Substantial new arrivals on the long side, with 97.33 million Tozs of fresh buying since mid-April. Shorts have reduced by about 13 million Tozs over the same period for a net reduction of 110 million Tozs, or 3,430 mt. Managed Money length reached this level in January and in July 21 before reducing.

May 2021: Silver Positioning
 

Equities - the SPX

 
Initial support at 4,045, then 3,890, 3,756 & 3,458. Last weeks candle was a ‘Hanging Man’ and is a weak reversal signal. Look for further confirmation (or not…) in this week’s price action.

May 2021: Equities - the SPX
 

SPX Hourly Chart with Targets

 
Still trending higher but last weeks action from the high targets the Weekly Standard Line support line.

May 2021: SPX Hourly Chart with Targets

The Dollar – DXY

 
Hourly Point and Figure: the move to 89 and more or less achieving the intermediate downside targets set the stage for a positive cycle back higher to the 94.186 target, which the DXY drew close to of course with the 93.41 high.
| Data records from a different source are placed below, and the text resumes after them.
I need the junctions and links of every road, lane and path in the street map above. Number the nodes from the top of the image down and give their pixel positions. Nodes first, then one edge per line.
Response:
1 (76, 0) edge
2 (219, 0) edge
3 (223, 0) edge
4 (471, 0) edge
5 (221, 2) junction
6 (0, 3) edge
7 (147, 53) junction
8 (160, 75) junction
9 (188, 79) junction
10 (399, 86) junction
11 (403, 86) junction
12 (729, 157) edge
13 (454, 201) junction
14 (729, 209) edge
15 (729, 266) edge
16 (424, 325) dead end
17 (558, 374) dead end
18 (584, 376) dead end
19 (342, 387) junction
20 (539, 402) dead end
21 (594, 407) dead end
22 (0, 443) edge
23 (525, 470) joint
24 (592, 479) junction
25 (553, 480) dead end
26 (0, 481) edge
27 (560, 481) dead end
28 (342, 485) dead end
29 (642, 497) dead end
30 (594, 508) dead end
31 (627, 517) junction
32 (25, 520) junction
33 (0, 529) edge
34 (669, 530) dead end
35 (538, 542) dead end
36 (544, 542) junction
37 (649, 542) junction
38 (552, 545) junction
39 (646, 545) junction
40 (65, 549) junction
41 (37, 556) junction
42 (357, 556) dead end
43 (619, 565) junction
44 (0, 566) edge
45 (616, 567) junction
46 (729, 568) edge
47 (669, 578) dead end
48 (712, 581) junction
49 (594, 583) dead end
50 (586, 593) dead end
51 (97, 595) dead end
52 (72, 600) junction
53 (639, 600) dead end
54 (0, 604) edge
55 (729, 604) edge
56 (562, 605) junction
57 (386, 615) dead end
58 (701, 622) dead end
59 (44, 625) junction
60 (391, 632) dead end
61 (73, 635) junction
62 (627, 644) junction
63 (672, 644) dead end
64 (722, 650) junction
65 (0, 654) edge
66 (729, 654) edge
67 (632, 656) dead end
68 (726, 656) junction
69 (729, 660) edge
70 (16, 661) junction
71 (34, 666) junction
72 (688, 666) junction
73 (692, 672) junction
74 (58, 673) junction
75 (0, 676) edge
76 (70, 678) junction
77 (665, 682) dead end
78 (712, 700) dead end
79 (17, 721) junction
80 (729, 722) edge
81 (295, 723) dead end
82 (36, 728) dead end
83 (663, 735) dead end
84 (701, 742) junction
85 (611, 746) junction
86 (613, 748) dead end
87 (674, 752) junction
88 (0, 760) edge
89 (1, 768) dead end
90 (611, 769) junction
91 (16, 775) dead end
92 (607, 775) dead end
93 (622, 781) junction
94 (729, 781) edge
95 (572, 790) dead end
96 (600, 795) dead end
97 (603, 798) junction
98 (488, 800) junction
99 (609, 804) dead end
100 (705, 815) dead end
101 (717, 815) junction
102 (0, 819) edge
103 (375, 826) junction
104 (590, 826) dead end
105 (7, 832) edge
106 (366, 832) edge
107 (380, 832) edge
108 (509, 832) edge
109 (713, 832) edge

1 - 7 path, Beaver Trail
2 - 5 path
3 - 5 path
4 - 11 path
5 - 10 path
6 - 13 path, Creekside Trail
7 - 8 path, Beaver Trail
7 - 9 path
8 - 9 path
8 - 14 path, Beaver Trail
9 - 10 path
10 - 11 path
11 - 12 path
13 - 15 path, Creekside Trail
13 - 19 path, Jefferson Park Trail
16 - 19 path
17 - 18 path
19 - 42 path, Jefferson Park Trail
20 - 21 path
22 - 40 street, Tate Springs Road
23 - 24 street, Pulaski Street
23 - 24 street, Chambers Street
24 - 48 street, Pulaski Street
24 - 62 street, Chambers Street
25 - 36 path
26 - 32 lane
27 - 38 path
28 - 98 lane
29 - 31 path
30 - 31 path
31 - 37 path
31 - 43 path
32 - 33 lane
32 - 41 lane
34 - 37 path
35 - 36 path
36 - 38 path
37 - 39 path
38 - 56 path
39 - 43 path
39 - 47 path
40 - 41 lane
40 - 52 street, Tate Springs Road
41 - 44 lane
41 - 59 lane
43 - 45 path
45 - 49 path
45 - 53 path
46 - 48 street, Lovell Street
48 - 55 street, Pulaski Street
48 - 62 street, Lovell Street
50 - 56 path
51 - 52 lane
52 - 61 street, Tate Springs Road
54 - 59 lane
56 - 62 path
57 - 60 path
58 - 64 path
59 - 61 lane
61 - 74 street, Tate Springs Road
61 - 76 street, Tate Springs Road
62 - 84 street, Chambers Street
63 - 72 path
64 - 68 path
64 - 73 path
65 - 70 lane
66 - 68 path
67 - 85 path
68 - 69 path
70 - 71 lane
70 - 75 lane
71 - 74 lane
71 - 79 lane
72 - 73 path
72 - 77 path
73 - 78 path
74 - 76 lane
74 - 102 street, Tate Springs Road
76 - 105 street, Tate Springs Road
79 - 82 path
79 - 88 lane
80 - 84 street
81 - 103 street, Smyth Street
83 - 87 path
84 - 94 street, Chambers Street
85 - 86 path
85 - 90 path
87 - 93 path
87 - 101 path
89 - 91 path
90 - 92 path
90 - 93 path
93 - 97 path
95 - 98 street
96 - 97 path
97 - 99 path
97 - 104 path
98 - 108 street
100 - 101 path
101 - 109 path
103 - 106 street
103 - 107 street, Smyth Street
Below the recent low the 85.374 level is in sight, and 83.477. My bullishness earlier in the year being tested somewhat.

May 2021: The Dollar DXY
 

AUD Weekly Ichimoku Cloud

 
The AUD really should have done better out of a powerful surge in commodity prices but had the worst weekly decline in over two months as Iron ore prices stalled and the suspension of ministerial economic dialogue with China and signs of China curbing demand in Australian LNG. Expecting little in terms of range. The RBA QE program appears to be keeping the AUD in check.

May 2021: AUD Weekly Ichimoku Cloud
 

The AUD Hourly Point and Figure

 
Short to medium term the 0.77-0.78 range dominates May. Targets to 0.80 but…getting stale.

May 2021: The AUD Hourly Point and Figure
May 2021: Where to from here?
Disclaimer
 
This article has been prepared by Australian Bullion Company (NSW) Pty Limited (ABN 82 002 858 602) (ABC). The information contained in this article or internet related link (collectively, Document) is of a general nature and is provided for information purposes only. It is not intended to constitute advice, nor to influence any person in making a decision in relation to any precious metal or related product. To the extent that any advice is provided in this Document, it is general advice only and has been prepared without taking into account your objectives, financial situation or needs (your Personal Circumstances). Before acting on any such general advice, we recommend that you obtain professional advice and consider the appropriateness of the advice having regard to your Personal Circumstances. If the advice relates to the acquisition, or possible acquisition of any precious metal or related product, you should obtain independent professional advice before making any decision about whether to acquire it.